TASK PROMPT.
Could the entries below be reproduced exactly, with the images removed?

◆ ◆ ◆ ◆ ◆

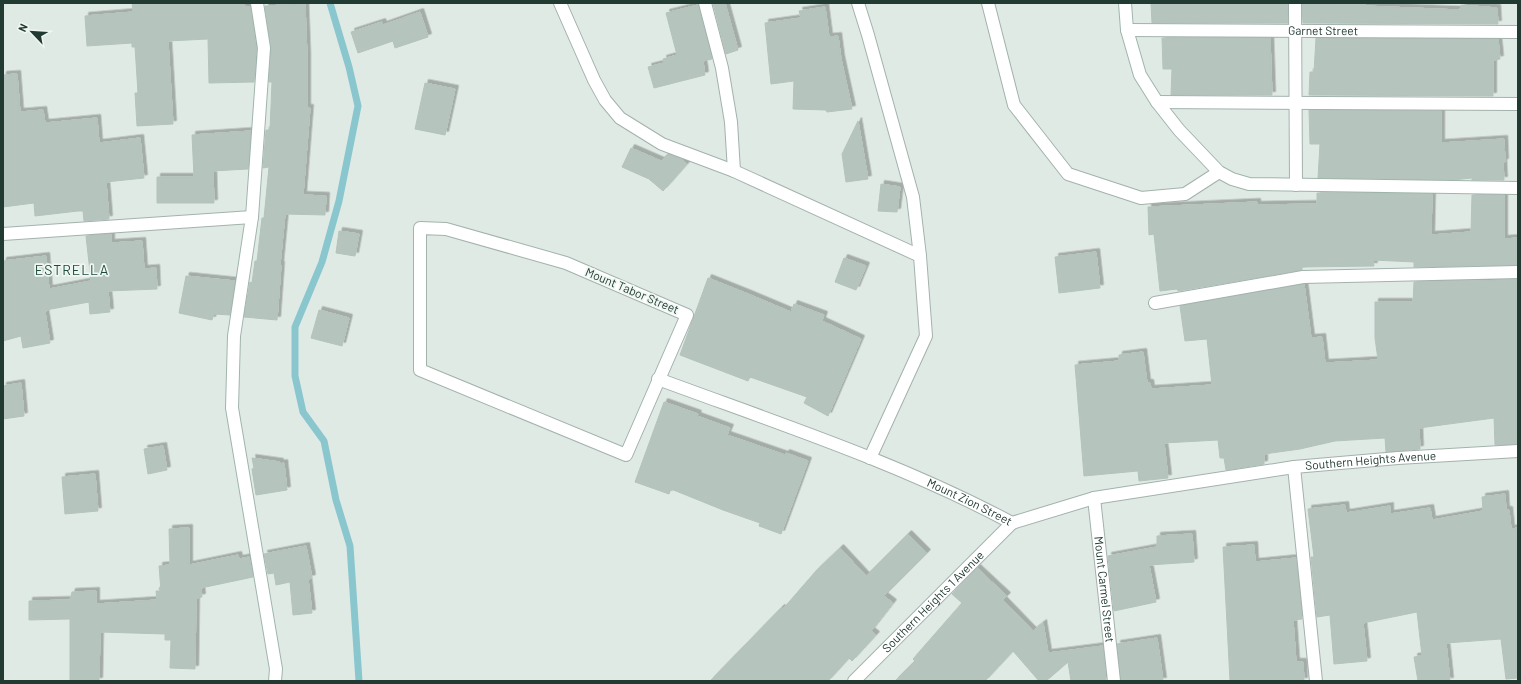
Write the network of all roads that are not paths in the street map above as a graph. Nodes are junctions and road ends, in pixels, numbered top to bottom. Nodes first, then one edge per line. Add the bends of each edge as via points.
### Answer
1 (257, 3) edge
2 (560, 3) edge
3 (705, 3) edge
4 (858, 3) edge
5 (988, 3) edge
6 (1125, 3) edge
7 (1295, 3) edge
8 (1127, 30) junction
9 (1295, 30) junction
10 (1518, 32) edge
11 (1157, 102) junction
12 (1294, 102) junction
13 (1518, 104) edge
14 (734, 171) junction
15 (1219, 172) junction
16 (1296, 185) junction
17 (1518, 188) edge
18 (252, 217) junction
19 (3, 234) edge
20 (920, 256) junction
21 (1518, 272) edge
22 (1155, 303) dead end
23 (658, 379) junction
24 (1518, 451) edge
25 (870, 458) junction
26 (1294, 467) junction
27 (1094, 498) junction
28 (1012, 523) junction
29 (275, 681) edge
30 (854, 681) edge
31 (1114, 681) edge
32 (1316, 681) edge

1 - 18 street via 264,48
2 - 14 street via 594,80 605,100 620,118 662,144
3 - 14 street via 722,68 731,122
4 - 20 street via 913,197
5 - 15 street via 1014,105 1068,174 1141,198 1185,194
6 - 8 street
7 - 9 street
8 - 9 street, Garnet Street
8 - 11 street via 1140,75
9 - 10 street, Garnet Street
9 - 12 street
11 - 12 street
11 - 15 street via 1179,130
12 - 13 street
12 - 16 street
14 - 20 street
15 - 16 street via 1249,184
16 - 17 street
18 - 19 street
18 - 29 street via 234,336 232,408 276,669
20 - 25 street via 926,336
21 - 22 street via 1303,277
23 - 23 street, Mount Tabor Street via 687,315 566,263 446,229 420,228 420,370 626,455
23 - 25 street, Mount Zion Street
24 - 26 street, Southern Heights Avenue
25 - 28 street, Mount Zion Street via 976,504
26 - 27 street, Mount Zion Street
26 - 32 street, Southern Heights Avenue
27 - 28 street, Mount Zion Street
27 - 31 street, Mount Carmel Street
28 - 30 street, Southern Heights 1 Avenue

◆ ◆ ◆ ◆ ◆

RESULT FOR THIS EXERCISE.
Write the network of all roads that are not paths in the street map above as a graph. Nodes are junctions and road ends, in pixels, numbered top to bottom. Nodes first, then one edge per line. Add the bends of each edge as via points.
### Answer
1 (257, 3) edge
2 (560, 3) edge
3 (705, 3) edge
4 (858, 3) edge
5 (988, 3) edge
6 (1125, 3) edge
7 (1295, 3) edge
8 (1127, 30) junction
9 (1295, 30) junction
10 (1518, 32) edge
11 (1157, 102) junction
12 (1294, 102) junction
13 (1518, 104) edge
14 (734, 171) junction
15 (1219, 172) junction
16 (1296, 185) junction
17 (1518, 188) edge
18 (252, 217) junction
19 (3, 234) edge
20 (920, 256) junction
21 (1518, 272) edge
22 (1155, 303) dead end
23 (658, 379) junction
24 (1518, 451) edge
25 (870, 458) junction
26 (1294, 467) junction
27 (1094, 498) junction
28 (1012, 523) junction
29 (275, 681) edge
30 (854, 681) edge
31 (1114, 681) edge
32 (1316, 681) edge

1 - 18 street via 264,48
2 - 14 street via 594,80 605,100 620,118 662,144
3 - 14 street via 722,68 731,122
4 - 20 street via 913,197
5 - 15 street via 1014,105 1068,174 1141,198 1185,194
6 - 8 street
7 - 9 street
8 - 9 street, Garnet Street
8 - 11 street via 1140,75
9 - 10 street, Garnet Street
9 - 12 street
11 - 12 street
11 - 15 street via 1179,130
12 - 13 street
12 - 16 street
14 - 20 street
15 - 16 street via 1249,184
16 - 17 street
18 - 19 street
18 - 29 street via 234,336 232,408 276,669
20 - 25 street via 926,336
21 - 22 street via 1303,277
23 - 23 street, Mount Tabor Street via 687,315 566,263 446,229 420,228 420,370 626,455
23 - 25 street, Mount Zion Street
24 - 26 street, Southern Heights Avenue
25 - 28 street, Mount Zion Street via 976,504
26 - 27 street, Mount Zion Street
26 - 32 street, Southern Heights Avenue
27 - 28 street, Mount Zion Street
27 - 31 street, Mount Carmel Street
28 - 30 street, Southern Heights 1 Avenue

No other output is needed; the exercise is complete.